Why does it matter to you?
When choosing building materials for a renovation or new build, EPDs let you compare the actual environmental impact of different products — concrete vs. timber, mineral wool vs. cellulose insulation, standard brick vs. reclaimed brick.
Danish building regulations (BR18) require that LCA calculations for new buildings use EPD-documented data. Without EPDs, you can’t prove your building meets the CO₂ limit.
What an EPD contains
An EPD covers several lifecycle modules (A1–D in the EN 15804 standard):
- A1–A3: Raw material extraction, transport, and manufacturing
- A4–A5: Transport to site and construction
- B1–B7: In-use phase (maintenance, replacement, energy)
- C1–C4: Demolition, transport, waste processing
- D: Beyond system boundary (recycling potential)
The most important figure for Danish building regulations is the GWP value (Global Warming Potential) in kg CO₂-equivalents.
Where to find EPDs
EPDs are published by manufacturers and available in open databases:
- ECO Platform (eco-platform.org) — European database
- OEKOBAUDAT (oekobaudat.de) — German, widely used in Denmark
- EPD Norge, IBU EPD — Scandinavian and German registries
Frequently asked questions
Are all EPDs comparable?
EPDs follow the EN 15804 standard but can differ in scope and assumptions. Always compare EPDs covering the same lifecycle modules.

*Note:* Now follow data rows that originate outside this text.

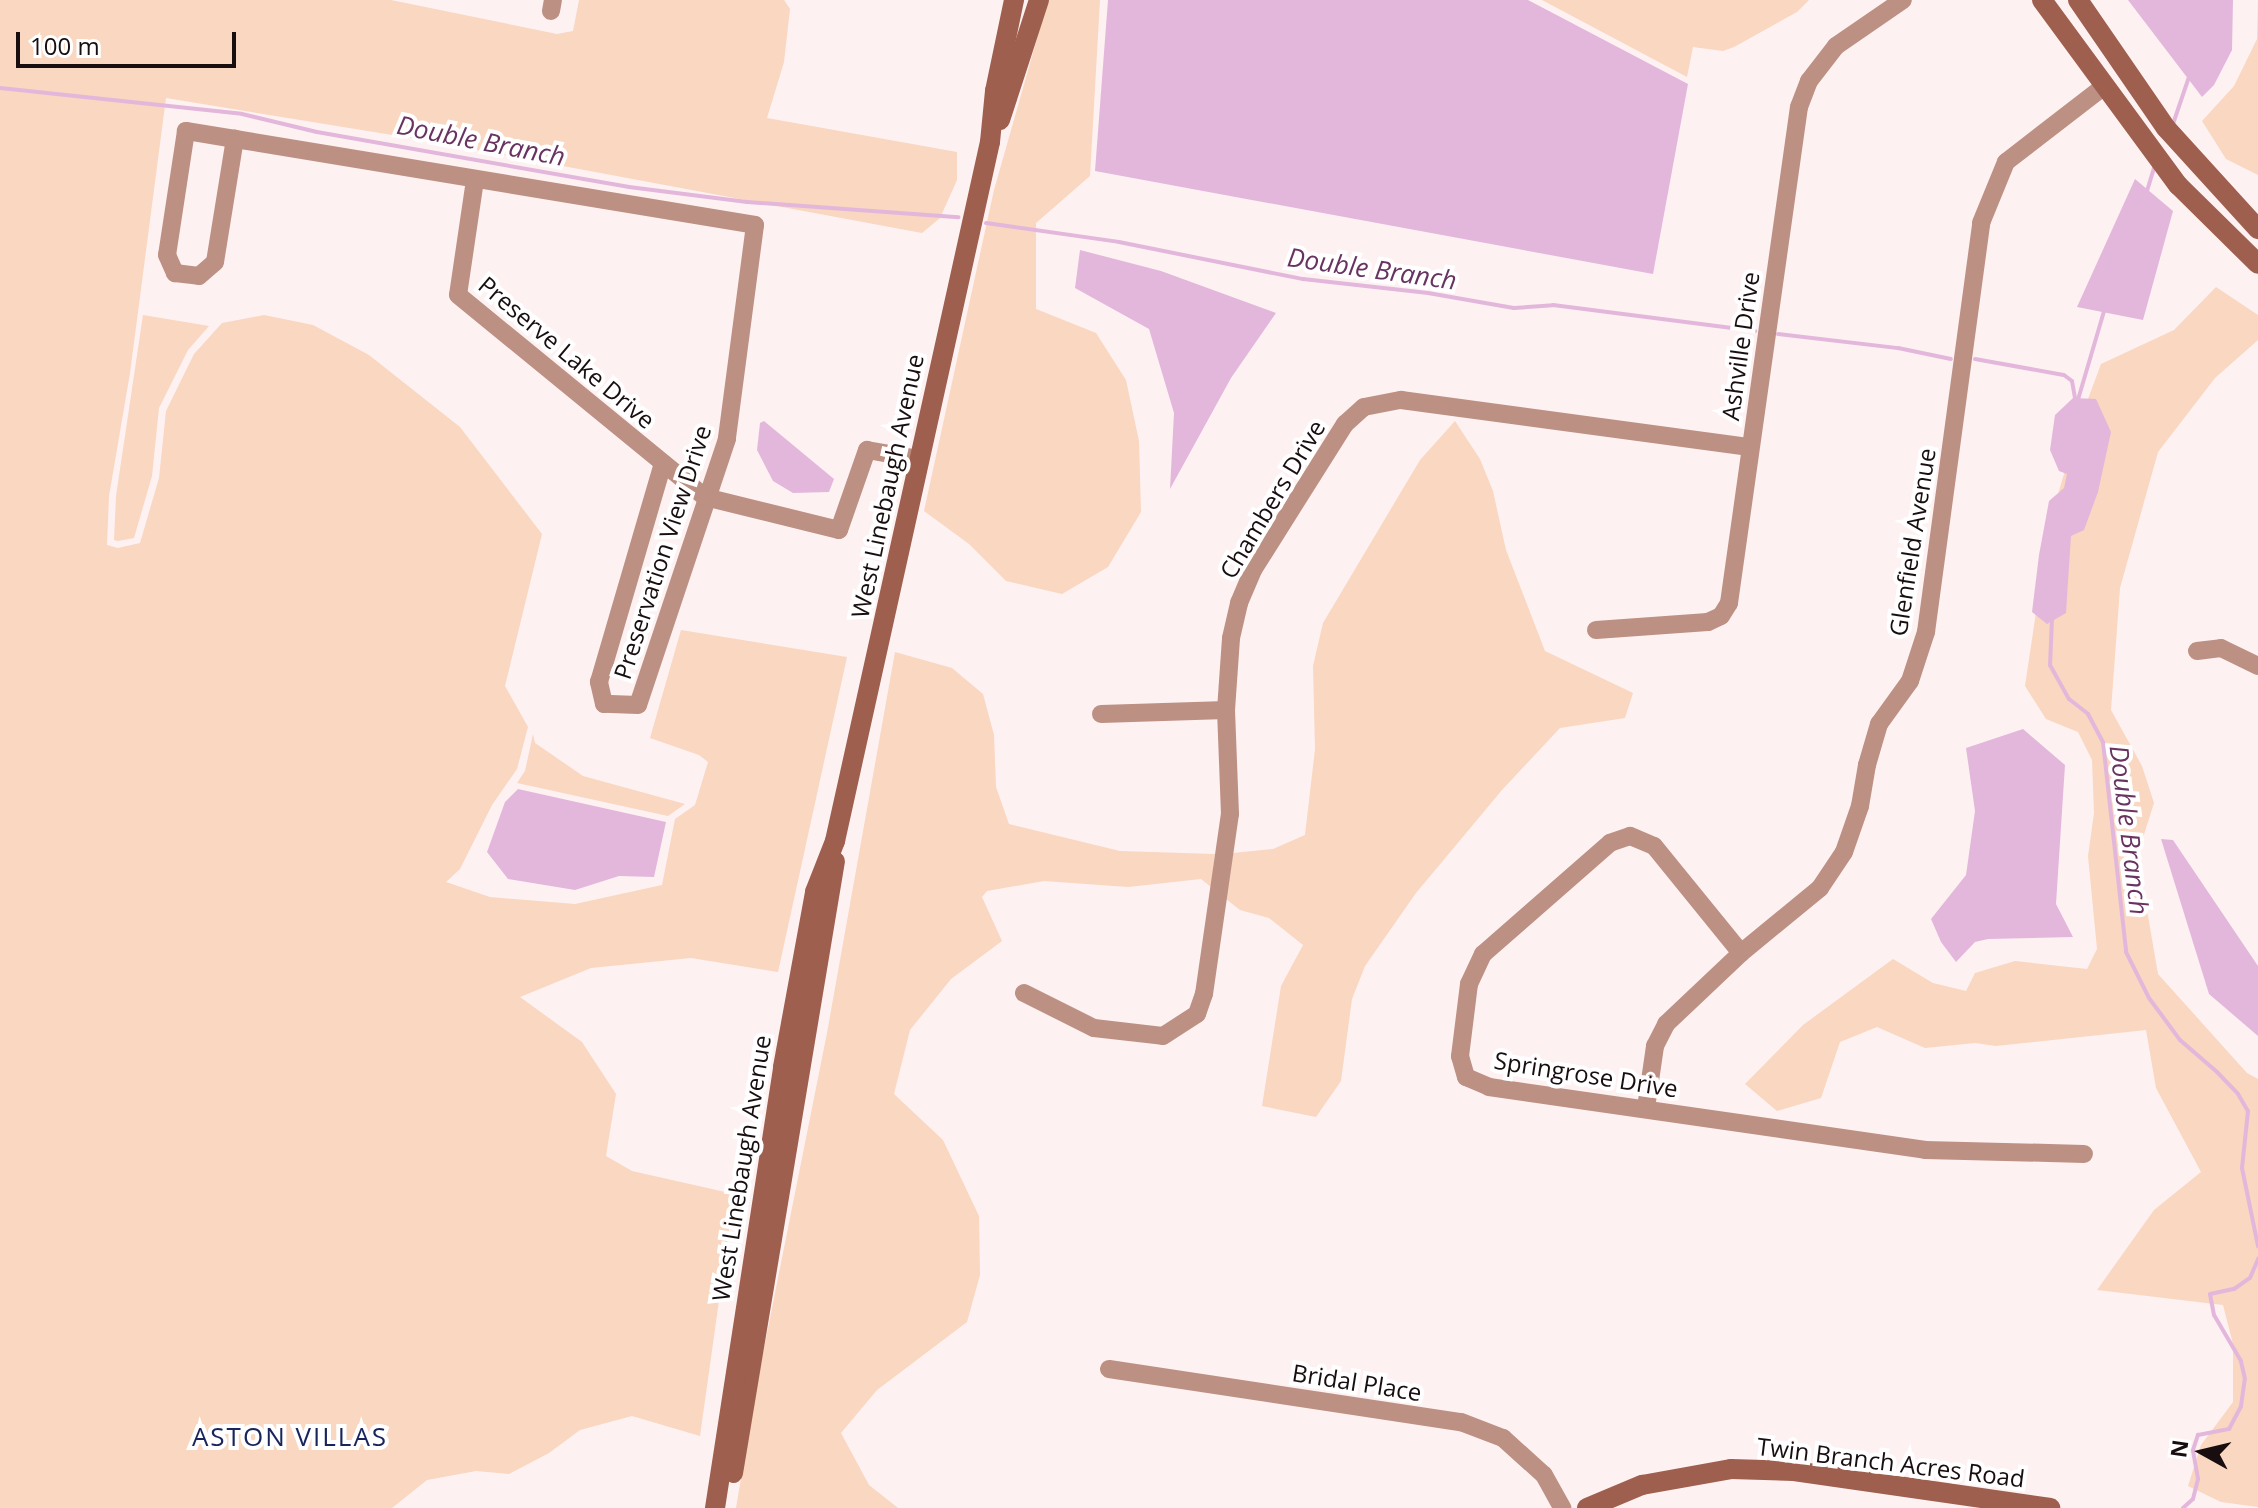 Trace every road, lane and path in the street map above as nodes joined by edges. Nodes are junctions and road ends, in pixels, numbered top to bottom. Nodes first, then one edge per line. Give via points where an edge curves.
1 (1014, 0) edge
2 (1039, 0) edge
3 (1903, 0) edge
4 (2042, 0) edge
5 (2078, 0) edge
6 (2128, 70) junction
7 (2103, 87) junction
8 (235, 139) junction
9 (990, 142) junction
10 (475, 180) junction
11 (2258, 229) edge
12 (2258, 264) edge
13 (1750, 447) junction
14 (919, 459) junction
15 (663, 463) junction
16 (705, 497) junction
17 (1596, 630) dead end
18 (2197, 651) dead end
19 (2258, 666) edge
20 (1226, 710) junction
21 (1101, 714) dead end
22 (1741, 953) junction
23 (1024, 993) dead end
24 (1646, 1108) junction
25 (779, 1151) junction
26 (2084, 1154) dead end
27 (1109, 1369) dead end
28 (1964, 1502) edge
29 (715, 1508) edge
30 (727, 1508) edge
31 (1562, 1508) edge
32 (1587, 1508) edge
33 (2050, 1508) edge

1 - 9 main road, West Linebaugh Avenue
2 - 9 main road, West Linebaugh Avenue
3 - 13 street, Ashville Drive via 1836,46 1809,81 1799,107
4 - 7 main road
5 - 6 main road
6 - 7 main road
6 - 11 main road via 2166,128
7 - 12 main road via 2178,185
7 - 22 street, Glenfield Avenue via 2006,162 1981,223 1922,644 1910,681 1879,724 1844,852 1820,888
8 - 8 street, Preservation View Drive via 215,262 199,276 175,273 167,255 186,131
8 - 10 street, Preservation View Drive
9 - 14 main road, West Linebaugh Avenue
10 - 15 street, Preserve Lake Drive via 458,295
10 - 16 street, Preservation View Drive via 755,225 727,439
13 - 17 street, Ashville Drive via 1736,568 1721,616 1708,622
13 - 20 street, Chambers Drive via 1401,400 1364,407 1345,424 1249,578 1231,638
14 - 16 street, Preserve Lake Drive via 867,450 839,530
14 - 25 main road, West Linebaugh Avenue via 835,841 815,892
15 - 16 street, Preserve Lake Drive
15 - 16 street, Preservation View Drive via 599,682 604,704 638,705
18 - 19 street via 2221,648
20 - 21 street
20 - 23 street, Chambers Drive via 1230,814 1197,1014 1163,1036 1094,1028
22 - 24 street, Glenfield Avenue via 1666,1024 1655,1046
22 - 24 street, Springrose Drive via 1654,846 1630,836 1610,843 1483,954 1469,984 1460,1056 1466,1077 1489,1087
24 - 26 street, Springrose Drive via 1925,1150
25 - 29 main road, West Linebaugh Avenue
25 - 30 main road, West Linebaugh Avenue
27 - 31 street, Bridal Place via 1461,1422 1503,1438 1544,1475
28 - 32 main road, Twin Branch Acres Road via 1794,1471 1731,1469 1642,1485
28 - 33 main road, Twin Branch Acres Road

Does every building product have an EPD?
No. EPDs are voluntary in most countries. However, market pressure and building regulations are pushing more manufacturers to produce them.
What’s the difference between an EPD and a CE marking?
A CE marking certifies that a product meets minimum safety and performance standards. An EPD is environmental documentation — the two are independent.